Apostas via Pix e com recursos do Bolsa Família
Diante das evidentes perdas econômicas, o Banco Central, a partir da solicitação do Senador Omar José Abdel Aziz (PSD-AM), realizou o estudo “Análise técnica sobre o mercado de apostas online no Brasil e o perfil dos apostadores” para mensurar o tamanho do mercado de jogos de azar e apostas online no Brasil.
O BC ressalta que essa análise apresenta desafios, já que muitas das empresas que operam jogos de azar e apostas online, o fazem sob nomes que não correspondem aos divulgados na mídia, e várias delas não estão corretamente classificadas no setor econômico apropriado (CNAE 9200-3/99, relacionado à exploração de jogos de azar e apostas). Isso exige uma identificação criteriosa. Além disso, muitas dessas empresas não atuam, exclusivamente, no setor de apostas, podendo ser substituídas ao longo do tempo, o que torna a análise ainda mais complexa.
A instituição frisa, ainda, que os resultados são estimativas, sujeitas aos riscos dos pressupostos adotados, e são preliminares, dado que o aprofundamento da análise ainda está em desenvolvimento.
Dessa forma, conforme o que foi apurado, a estimativa é de que cerca de 24 milhões de pessoas físicas participaram de jogos de azar e apostas, realizando ao menos uma transferência via Pix para essas empresas em agosto.
Em relação ao perfil dos apostadores, a maioria tem entre 20 e 30 anos, embora as apostas sejam realizadas por indivíduos de diferentes faixas etárias. O valor médio mensal das transferências aumenta conforme a idade: para os mais jovens, o valor gira em torno de R$ 100 por mês, enquanto para os mais velhos o valor ultrapassa R$ 3.000 mensais, de acordo com os dados de agosto de 2024.
Ainda em relação ao perfil dos apostadores, estima-se que, em agosto de 2024, 5 milhões de pessoas pertencentes a famílias beneficiárias do Bolsa Família (PBF) enviaram R$ 3 bilhões às empresas de aposta utilizando a plataforma Pix, sendo a mediana dos valores gastos por pessoa de R$ 100. Dessas pessoas apostadoras, 4 milhões (70%) são chefes de família (quem de fato recebe o benefício) e enviaram R$ 2 bilhões (67%) por Pix para as bets.

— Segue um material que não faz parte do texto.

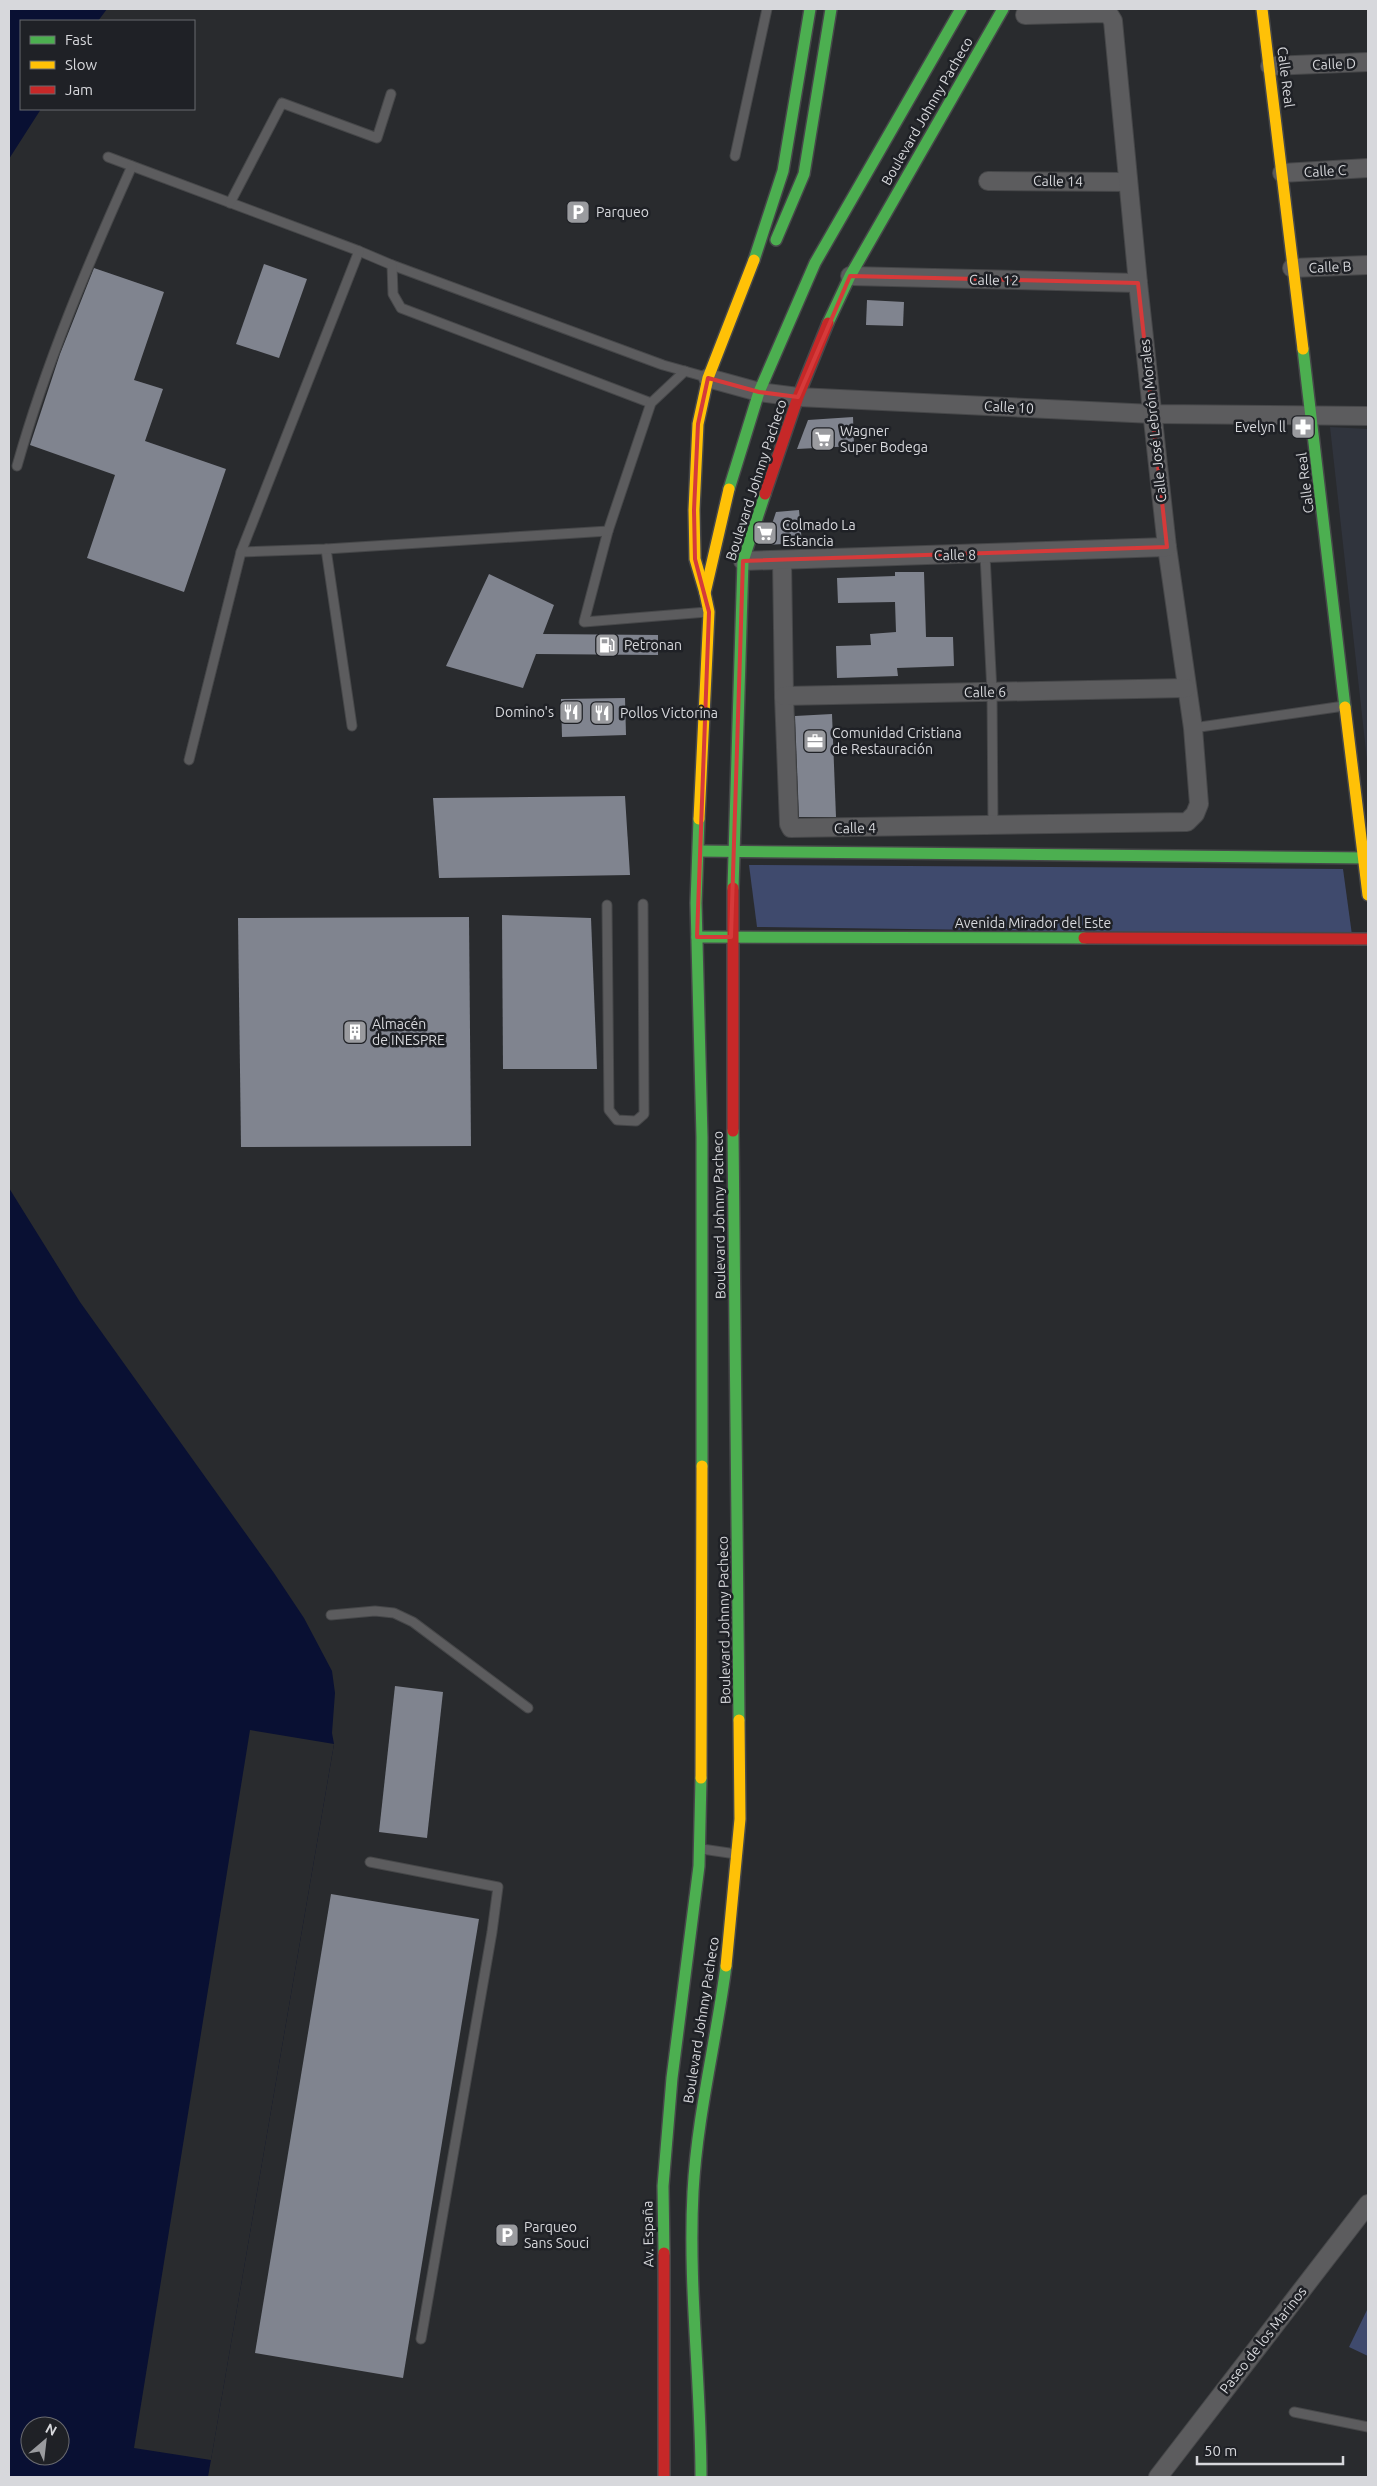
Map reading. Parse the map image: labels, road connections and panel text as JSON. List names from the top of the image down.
{
  "streets": {
    "main road": [
      "Calle Real",
      "Boulevard Johnny Pacheco",
      "Avenida Mirador del Este",
      "Av. España"
    ],
    "street": [
      "Calle D",
      "Calle C",
      "Calle 14",
      "Calle B",
      "Calle 12",
      "Calle 10",
      "Calle José Lebrón Morales",
      "Calle 8",
      "Calle 6",
      "Calle 4",
      "Paseo de los Marinos"
    ]
  },
  "crossings": [
    ["Calle D", "Calle Real"],
    ["Calle Real", "Calle C"],
    ["Calle Real", "Calle B"],
    ["Calle Real", "Calle 10"],
    ["Boulevard Johnny Pacheco", "Calle 12"],
    ["Boulevard Johnny Pacheco", "Calle 10"],
    ["Boulevard Johnny Pacheco", "Calle 8"],
    ["Boulevard Johnny Pacheco", "Avenida Mirador del Este"],
    ["Boulevard Johnny Pacheco", "Av. España"],
    ["Calle 14", "Calle José Lebrón Morales"],
    ["Calle 12", "Calle José Lebrón Morales"],
    ["Calle 10", "Calle José Lebrón Morales"],
    ["Calle José Lebrón Morales", "Calle 8"],
    ["Calle José Lebrón Morales", "Calle 6"],
    ["Calle José Lebrón Morales", "Calle 4"],
    ["Calle 8", "Calle 4"],
    ["Calle 6", "Calle 4"]
  ],
  "places": {
    "parking": ["Parqueo", "Parqueo Sans Souci"],
    "pharmacy": ["Evelyn ll"],
    "supermarket": ["Wagner Super Bodega", "Colmado La Estancia"],
    "fuel station": ["Petronan"],
    "restaurant": ["Domino's", "Pollos Victorina"],
    "office": ["Comunidad Cristiana de Restauración"],
    "building": ["Almacén de INESPRE"]
  },
  "legend": ["Fast", "Slow", "Jam"],
  "scale_bar": "50 m",
  "north": "top right"
}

Esses números se originam de um primeiro levantamento feito pelo BCB, com base em estimativas de valores apostados em agosto de 2024 a partir de transações via Pix. Para identificar as pessoas em grande vulnerabilidade financeira, utilizou-se a informação de beneficiários do PBF existente em dezembro de 2023. Cerca de 17% desses cadastrados apostaram em período. A proporção de apostadores é praticamente o mesmo quando se examina apenas quem de fato recebe o benefício governamental, os chefes de família. Esses resultados estão em linha com outros levantamentos que apontam as famílias de baixa renda como as mais prejudicadas pela atividade das apostas esportivas.
Tema em debate no Senado
O Plenário do Senado discutiu, em 23 de setembro, os impactos do mercado de apostas on-line no Brasil, as chamadas “bets”. Os parlamentares alertaram para o crescimento do vício em jogos e para o uso de benefícios sociais no pagamento das apostas. O senador Izalci Lucas (PL-DF) criticou a falta de controle do governo e destacou que a regulamentação em tramitação no Senado ainda não oferece soluções eficazes.